Tag Manufacturing Hits a Milestone
Originally published in the Times Free Press by Mike Pare.
Tag Manufacturing acquired 23.5 acres at Enterprise South industrial park in 2004. Tag joined nanofiber business eSpin as one of the first businesses in Enterprise South.
Gary Wilt says his Chattanooga steel fabrication company is marking another first this week.
Tag Manufacturing, which was the first manufacturing plant to be built at Enterprise South industrial park, is delivering the biggest front-end loader bucket it has ever engineered and made.
“It’s the largest we can do,” said Mr. Wilt, the company’s president, about the 8-ton spade-nose rock bucket built for one of Caterpillar’s largest wheeled front-end loaders.
He said the bucket, costing about $75,000 and nearly 15 feet wide, will be transported to a Wisconsin site where it will be used in a rock quarry.
Tag will be dwarfed when Volkswagen opens its 2 million-square-foot auto assembly plant next door in early 2011.
However, Mr. Wilt said the big reason he took a gamble on Enterprise South five years ago was a key factor Volkswagen cited in picking its new plant site — location.
“We liked the location. It was convenient,” he said. “We’re glad we came.”
Tag built a 100,000-square-foot plant in 2005 off Discovery Drive. Later, Mr. Wilt and his brother, Terry, added a like-size addition.
The company that now employs about 90 people was the type of business that city and Hamilton County planners envisioned when they created the massive industrial park out of a former Army ammunition plant site.
“It’s all about creating jobs,” Mr. Wilt said.
He said his new German neighbor, and supplier companies expected to land in the industrial park, are all favorable for Chattanooga.
“It’s going to be good,” Mr. Wilt said.
Most of what Tag makes is construction equipment attachments such as the big bucket it’s shipping this week.

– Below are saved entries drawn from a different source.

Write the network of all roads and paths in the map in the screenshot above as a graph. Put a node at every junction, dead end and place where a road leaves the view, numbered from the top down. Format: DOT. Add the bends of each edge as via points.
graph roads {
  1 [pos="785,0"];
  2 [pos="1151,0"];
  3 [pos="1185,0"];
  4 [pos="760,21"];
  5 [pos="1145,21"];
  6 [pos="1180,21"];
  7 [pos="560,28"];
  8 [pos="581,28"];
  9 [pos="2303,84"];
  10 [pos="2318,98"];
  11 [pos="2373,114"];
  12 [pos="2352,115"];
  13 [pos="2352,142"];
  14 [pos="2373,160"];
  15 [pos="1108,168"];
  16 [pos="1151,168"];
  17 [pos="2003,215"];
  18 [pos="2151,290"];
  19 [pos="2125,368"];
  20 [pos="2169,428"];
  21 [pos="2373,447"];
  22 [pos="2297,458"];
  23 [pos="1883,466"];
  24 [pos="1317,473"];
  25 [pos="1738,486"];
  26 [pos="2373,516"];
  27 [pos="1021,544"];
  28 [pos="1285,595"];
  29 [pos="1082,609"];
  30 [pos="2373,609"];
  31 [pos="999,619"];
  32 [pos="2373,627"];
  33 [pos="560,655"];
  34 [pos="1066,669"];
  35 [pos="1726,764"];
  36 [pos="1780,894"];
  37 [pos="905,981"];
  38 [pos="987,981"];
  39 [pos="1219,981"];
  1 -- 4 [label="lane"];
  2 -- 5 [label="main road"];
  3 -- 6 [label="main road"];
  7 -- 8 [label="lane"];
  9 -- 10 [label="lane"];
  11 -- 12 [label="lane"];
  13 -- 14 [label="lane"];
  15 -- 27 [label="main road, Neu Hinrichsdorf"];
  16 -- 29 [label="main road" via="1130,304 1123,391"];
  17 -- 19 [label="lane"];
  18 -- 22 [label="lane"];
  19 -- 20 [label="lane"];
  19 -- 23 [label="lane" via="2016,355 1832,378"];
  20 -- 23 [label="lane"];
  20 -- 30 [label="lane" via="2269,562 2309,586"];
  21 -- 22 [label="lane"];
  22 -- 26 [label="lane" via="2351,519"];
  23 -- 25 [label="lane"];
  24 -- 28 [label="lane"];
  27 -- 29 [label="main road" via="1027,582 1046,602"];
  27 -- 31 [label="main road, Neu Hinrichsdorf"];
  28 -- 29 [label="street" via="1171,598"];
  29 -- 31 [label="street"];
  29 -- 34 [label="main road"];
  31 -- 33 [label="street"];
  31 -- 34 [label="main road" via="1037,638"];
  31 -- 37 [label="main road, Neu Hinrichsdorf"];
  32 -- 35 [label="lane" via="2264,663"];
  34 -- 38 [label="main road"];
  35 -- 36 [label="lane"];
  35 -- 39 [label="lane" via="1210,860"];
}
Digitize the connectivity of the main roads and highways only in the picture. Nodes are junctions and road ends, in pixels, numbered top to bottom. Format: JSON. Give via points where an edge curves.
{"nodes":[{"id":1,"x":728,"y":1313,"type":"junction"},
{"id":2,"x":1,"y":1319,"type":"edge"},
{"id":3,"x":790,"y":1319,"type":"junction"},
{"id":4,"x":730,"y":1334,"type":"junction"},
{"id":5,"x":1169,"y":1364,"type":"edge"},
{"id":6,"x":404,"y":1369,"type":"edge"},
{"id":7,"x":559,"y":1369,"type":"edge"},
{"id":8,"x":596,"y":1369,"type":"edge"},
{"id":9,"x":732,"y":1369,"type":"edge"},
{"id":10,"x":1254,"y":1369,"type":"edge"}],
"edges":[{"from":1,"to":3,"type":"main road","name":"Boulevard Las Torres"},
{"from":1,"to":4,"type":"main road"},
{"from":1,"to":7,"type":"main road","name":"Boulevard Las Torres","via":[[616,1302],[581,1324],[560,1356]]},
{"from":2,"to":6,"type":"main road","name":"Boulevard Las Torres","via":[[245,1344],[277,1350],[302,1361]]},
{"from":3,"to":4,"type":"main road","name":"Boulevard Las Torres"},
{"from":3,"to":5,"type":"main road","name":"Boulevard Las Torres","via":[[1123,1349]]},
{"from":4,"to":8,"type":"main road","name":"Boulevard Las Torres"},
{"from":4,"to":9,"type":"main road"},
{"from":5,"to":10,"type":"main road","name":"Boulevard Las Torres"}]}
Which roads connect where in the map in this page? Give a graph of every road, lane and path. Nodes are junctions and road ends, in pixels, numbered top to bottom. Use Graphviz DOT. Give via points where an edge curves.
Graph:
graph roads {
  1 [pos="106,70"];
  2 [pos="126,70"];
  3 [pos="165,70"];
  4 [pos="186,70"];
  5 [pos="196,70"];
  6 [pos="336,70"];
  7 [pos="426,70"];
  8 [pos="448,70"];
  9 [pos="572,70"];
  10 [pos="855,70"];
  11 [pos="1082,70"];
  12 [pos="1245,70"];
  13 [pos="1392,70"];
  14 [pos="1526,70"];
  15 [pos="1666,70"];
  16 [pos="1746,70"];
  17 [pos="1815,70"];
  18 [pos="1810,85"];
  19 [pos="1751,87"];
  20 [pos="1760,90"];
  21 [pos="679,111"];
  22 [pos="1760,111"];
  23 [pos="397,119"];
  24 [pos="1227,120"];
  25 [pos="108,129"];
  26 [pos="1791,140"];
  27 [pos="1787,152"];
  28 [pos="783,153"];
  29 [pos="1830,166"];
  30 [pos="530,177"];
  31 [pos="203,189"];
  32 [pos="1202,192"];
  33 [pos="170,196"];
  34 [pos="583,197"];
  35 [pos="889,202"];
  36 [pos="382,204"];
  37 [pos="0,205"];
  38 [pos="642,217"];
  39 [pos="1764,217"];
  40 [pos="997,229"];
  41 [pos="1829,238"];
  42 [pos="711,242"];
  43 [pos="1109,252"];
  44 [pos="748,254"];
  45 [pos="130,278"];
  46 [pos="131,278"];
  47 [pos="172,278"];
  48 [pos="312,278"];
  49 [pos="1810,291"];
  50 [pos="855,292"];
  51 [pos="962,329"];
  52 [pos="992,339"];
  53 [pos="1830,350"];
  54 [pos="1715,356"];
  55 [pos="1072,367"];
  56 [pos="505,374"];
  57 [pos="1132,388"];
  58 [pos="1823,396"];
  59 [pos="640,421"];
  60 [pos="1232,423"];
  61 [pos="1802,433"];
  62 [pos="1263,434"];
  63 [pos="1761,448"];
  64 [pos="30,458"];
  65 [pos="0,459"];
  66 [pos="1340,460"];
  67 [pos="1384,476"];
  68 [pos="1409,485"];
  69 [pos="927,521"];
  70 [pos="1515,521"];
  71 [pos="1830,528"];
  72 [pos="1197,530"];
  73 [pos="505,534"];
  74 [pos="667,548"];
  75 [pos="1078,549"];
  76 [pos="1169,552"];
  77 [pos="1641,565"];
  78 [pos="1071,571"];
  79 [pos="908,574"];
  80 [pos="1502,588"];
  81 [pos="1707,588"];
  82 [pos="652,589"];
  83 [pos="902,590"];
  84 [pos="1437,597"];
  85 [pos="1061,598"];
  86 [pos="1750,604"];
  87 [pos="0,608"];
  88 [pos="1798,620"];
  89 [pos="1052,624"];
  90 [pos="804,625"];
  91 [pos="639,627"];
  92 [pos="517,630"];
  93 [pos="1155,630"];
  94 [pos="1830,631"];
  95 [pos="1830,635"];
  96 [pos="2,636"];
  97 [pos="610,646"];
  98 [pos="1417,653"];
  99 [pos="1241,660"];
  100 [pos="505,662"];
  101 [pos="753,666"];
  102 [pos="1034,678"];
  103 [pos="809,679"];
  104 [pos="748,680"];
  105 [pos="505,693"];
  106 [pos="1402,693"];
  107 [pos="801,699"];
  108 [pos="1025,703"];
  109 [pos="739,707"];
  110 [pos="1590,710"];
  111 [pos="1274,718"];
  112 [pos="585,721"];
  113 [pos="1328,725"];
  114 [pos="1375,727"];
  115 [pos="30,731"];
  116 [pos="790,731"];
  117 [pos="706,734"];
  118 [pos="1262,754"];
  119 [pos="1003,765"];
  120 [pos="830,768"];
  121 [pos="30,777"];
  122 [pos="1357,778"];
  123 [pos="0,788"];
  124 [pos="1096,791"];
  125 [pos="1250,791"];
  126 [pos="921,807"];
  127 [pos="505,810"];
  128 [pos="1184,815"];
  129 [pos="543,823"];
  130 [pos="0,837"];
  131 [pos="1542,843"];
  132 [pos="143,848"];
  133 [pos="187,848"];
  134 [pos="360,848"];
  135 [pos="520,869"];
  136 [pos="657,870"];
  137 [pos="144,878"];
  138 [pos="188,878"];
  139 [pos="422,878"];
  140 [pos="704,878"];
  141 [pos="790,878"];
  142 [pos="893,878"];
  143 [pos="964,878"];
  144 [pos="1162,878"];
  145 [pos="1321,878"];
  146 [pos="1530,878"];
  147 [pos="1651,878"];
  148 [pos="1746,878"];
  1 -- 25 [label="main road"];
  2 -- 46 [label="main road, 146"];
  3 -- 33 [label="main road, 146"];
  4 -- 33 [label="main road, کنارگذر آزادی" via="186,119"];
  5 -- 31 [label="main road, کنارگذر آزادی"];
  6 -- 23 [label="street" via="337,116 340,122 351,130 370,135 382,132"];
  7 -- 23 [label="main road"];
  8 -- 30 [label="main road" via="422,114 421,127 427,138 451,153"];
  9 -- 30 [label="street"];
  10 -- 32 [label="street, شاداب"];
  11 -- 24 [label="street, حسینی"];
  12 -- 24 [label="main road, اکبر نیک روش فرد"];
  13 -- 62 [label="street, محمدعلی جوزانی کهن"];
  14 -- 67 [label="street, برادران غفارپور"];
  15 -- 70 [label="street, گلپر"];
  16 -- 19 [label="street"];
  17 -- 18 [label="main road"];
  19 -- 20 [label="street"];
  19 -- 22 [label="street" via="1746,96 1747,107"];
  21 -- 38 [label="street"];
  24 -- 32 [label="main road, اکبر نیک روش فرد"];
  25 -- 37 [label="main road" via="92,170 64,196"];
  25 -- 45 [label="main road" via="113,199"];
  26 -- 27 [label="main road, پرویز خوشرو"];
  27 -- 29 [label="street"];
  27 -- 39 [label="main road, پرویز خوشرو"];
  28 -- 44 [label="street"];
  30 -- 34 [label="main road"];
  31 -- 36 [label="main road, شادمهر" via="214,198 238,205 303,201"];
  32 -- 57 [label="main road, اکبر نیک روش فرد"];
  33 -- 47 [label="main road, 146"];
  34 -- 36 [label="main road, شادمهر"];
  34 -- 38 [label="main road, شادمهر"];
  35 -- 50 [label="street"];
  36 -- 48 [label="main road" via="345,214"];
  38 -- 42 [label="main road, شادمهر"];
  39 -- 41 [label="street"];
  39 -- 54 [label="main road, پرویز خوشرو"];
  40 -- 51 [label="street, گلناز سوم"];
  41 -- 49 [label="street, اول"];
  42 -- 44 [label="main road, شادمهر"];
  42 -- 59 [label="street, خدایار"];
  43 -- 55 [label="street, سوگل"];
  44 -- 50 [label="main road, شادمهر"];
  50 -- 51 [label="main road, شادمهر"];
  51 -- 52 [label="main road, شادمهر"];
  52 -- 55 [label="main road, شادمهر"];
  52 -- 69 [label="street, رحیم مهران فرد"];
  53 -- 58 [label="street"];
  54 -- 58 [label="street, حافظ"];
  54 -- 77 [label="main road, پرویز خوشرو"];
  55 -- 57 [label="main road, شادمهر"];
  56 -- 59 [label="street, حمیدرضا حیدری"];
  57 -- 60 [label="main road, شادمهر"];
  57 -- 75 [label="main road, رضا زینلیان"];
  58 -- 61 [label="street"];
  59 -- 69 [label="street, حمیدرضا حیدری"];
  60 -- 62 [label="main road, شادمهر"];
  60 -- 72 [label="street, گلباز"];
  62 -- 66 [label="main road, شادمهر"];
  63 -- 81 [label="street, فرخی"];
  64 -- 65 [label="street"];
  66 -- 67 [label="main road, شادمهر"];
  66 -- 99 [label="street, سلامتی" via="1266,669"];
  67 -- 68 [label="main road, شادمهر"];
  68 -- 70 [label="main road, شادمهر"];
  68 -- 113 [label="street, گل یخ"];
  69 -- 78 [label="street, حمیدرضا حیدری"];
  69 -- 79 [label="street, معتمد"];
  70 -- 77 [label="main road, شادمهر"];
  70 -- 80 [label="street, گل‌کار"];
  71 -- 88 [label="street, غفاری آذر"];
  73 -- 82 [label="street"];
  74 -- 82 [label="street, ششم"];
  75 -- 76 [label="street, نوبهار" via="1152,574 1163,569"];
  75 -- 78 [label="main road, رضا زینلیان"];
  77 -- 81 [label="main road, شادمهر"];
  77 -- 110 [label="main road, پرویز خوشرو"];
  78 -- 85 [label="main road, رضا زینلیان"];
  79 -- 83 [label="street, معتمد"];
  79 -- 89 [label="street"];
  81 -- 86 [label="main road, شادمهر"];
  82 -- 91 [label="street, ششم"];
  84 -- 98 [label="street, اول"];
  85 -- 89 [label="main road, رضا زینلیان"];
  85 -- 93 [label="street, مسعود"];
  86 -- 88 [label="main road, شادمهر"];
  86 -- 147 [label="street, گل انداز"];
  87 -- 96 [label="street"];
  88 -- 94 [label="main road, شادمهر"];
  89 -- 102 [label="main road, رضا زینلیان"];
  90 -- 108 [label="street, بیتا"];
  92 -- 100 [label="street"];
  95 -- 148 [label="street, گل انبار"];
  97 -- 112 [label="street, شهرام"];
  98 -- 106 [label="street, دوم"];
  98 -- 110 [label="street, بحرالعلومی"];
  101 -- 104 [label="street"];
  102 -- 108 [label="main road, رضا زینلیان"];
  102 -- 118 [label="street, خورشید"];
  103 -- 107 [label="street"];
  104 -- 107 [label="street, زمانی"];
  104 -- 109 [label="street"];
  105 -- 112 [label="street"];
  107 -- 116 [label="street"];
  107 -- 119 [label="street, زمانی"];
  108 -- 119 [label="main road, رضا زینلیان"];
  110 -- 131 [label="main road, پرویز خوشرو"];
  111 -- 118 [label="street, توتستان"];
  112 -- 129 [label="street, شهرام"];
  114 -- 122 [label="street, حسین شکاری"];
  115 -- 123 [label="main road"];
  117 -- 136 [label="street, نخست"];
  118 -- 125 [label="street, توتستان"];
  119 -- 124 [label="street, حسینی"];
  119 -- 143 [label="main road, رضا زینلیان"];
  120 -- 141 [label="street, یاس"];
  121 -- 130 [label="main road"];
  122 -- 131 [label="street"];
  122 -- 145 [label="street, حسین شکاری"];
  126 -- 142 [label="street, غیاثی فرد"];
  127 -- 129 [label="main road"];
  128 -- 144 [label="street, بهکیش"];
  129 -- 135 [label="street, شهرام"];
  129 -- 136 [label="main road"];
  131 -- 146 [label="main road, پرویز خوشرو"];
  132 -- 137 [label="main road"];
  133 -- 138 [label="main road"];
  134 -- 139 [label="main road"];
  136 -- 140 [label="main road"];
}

Al Kimble, who helped engineer the bucket with Trace Errera, said the unit also has special wear components which make it unusual.
“They’re not that common,” he said.
Officials said it took four weeks to engineer and make the bucket from start to finish. Mr. Wilt said Tag ships across the country and oversees as well.
He said the economy has taken a toll on his business.
“We’re down 20 percent” from 2008, Mr. Wilt said, adding that he doesn’t see an uptick until 2011.